In the data, find each line where the word "numbered" appears and list that line.

(Collected data)
○ ○ ○

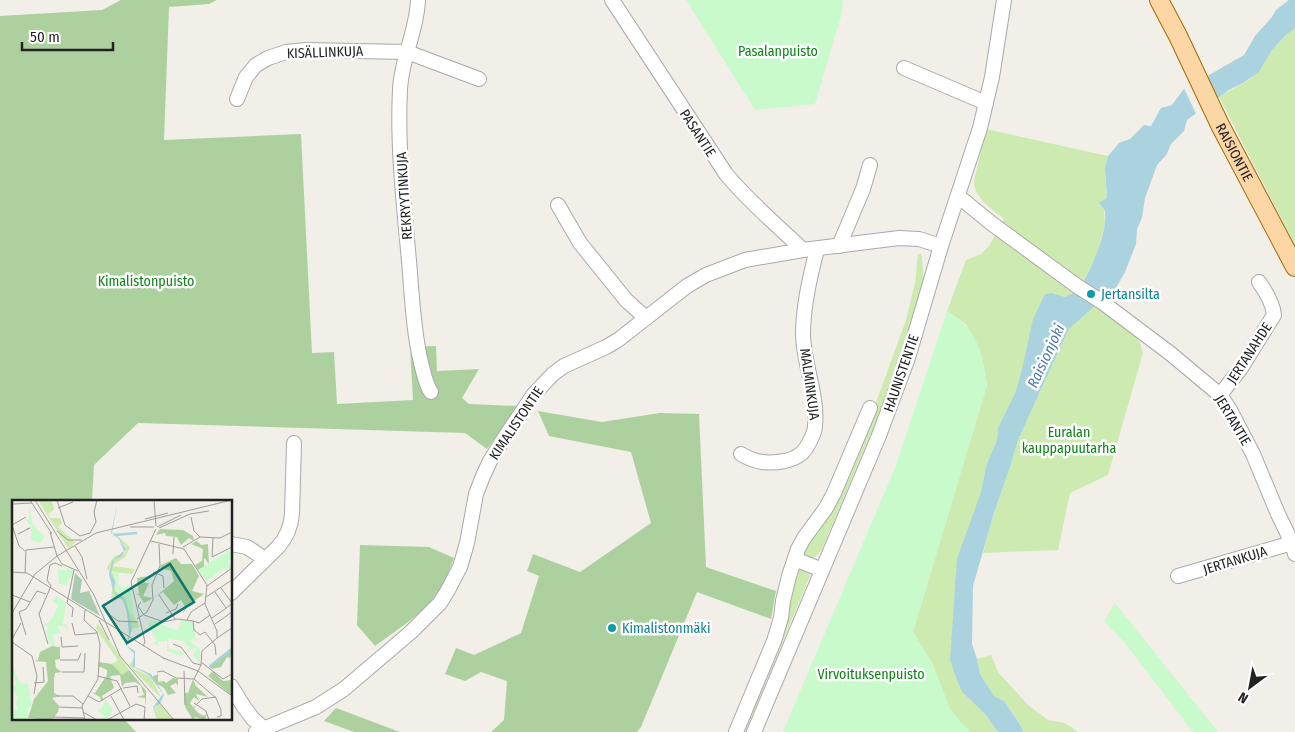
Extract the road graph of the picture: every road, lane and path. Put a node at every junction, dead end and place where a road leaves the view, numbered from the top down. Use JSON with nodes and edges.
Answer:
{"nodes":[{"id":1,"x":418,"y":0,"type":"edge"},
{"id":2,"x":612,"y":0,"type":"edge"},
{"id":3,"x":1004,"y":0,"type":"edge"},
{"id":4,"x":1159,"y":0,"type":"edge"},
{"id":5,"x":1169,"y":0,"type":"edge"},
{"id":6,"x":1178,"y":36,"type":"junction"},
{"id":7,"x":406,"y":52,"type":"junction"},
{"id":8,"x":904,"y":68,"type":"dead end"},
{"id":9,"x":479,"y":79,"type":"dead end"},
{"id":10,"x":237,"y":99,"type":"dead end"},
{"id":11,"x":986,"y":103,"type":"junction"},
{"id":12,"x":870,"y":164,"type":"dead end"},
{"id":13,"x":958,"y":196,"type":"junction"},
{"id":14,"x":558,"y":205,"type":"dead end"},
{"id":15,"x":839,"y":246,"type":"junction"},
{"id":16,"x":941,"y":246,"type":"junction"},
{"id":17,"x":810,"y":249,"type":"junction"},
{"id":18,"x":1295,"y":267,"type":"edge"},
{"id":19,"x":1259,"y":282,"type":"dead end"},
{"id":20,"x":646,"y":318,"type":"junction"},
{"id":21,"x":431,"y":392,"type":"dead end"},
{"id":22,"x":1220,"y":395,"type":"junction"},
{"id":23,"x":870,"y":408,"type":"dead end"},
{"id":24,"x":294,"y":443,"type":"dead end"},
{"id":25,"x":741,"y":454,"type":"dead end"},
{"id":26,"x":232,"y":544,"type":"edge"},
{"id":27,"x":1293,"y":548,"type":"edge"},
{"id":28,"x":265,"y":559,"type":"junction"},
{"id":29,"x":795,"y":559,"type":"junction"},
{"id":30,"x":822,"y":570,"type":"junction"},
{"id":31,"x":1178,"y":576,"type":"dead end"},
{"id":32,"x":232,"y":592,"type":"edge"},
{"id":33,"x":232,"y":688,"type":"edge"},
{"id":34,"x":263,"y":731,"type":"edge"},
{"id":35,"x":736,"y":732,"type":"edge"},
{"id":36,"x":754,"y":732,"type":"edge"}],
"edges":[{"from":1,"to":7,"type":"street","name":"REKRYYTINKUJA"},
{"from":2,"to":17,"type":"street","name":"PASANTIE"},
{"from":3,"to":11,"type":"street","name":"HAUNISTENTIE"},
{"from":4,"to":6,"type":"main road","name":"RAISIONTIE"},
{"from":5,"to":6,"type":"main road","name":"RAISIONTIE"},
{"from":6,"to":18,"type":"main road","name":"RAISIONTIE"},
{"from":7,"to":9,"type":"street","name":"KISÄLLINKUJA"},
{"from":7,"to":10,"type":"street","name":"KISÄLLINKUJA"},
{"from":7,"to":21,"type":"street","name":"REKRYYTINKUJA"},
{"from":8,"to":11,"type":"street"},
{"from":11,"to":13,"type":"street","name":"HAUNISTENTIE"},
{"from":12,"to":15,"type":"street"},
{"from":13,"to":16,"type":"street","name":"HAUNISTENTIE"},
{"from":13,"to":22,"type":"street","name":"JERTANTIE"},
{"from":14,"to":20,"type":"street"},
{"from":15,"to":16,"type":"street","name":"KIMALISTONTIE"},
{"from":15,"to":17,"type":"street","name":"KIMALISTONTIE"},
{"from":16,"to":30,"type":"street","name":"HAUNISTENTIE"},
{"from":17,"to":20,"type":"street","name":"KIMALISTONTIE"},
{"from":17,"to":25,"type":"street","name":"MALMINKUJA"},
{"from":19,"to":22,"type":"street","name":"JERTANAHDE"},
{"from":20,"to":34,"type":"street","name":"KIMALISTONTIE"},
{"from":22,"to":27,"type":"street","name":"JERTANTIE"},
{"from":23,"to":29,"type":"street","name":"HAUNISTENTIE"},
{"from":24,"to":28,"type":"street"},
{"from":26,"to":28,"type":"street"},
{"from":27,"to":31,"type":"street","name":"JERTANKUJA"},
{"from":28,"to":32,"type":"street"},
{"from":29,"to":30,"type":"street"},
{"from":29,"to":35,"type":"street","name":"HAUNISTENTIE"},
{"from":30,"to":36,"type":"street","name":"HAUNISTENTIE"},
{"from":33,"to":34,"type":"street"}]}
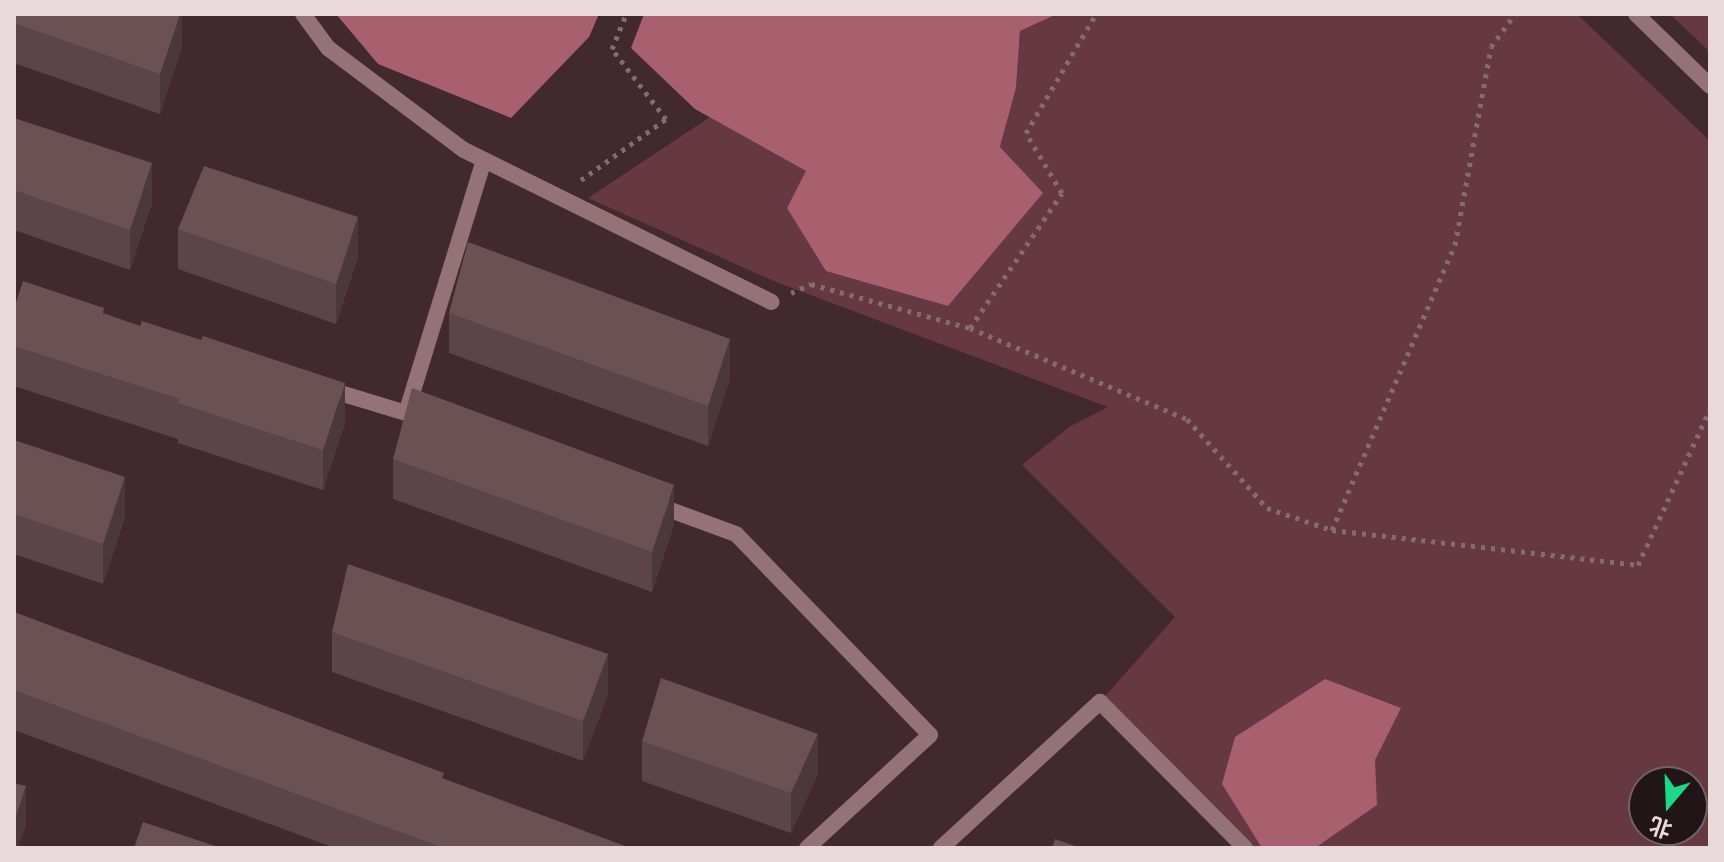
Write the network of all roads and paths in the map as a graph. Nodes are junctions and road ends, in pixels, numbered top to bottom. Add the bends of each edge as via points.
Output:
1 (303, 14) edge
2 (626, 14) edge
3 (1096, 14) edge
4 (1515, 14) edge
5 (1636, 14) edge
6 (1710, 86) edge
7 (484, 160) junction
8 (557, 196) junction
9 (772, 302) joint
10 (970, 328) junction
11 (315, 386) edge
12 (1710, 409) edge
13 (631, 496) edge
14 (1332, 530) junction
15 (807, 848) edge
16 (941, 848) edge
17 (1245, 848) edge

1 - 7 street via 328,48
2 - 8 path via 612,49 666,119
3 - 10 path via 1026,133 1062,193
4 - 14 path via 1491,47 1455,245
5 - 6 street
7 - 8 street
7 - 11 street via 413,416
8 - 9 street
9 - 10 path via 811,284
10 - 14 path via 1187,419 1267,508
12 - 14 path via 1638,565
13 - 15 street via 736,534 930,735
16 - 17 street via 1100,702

○ ○ ○

_Solution to the exercise:_
Extract the road graph of the picture: every road, lane and path. Put a node at every junction, dead end and place where a road leaves the view, numbered from the top down. Use JSON with nodes and edges.
Write the network of all roads and paths in the map as a graph. Nodes are junctions and road ends, in pixels, numbered top to bottom. Add the bends of each edge as via points.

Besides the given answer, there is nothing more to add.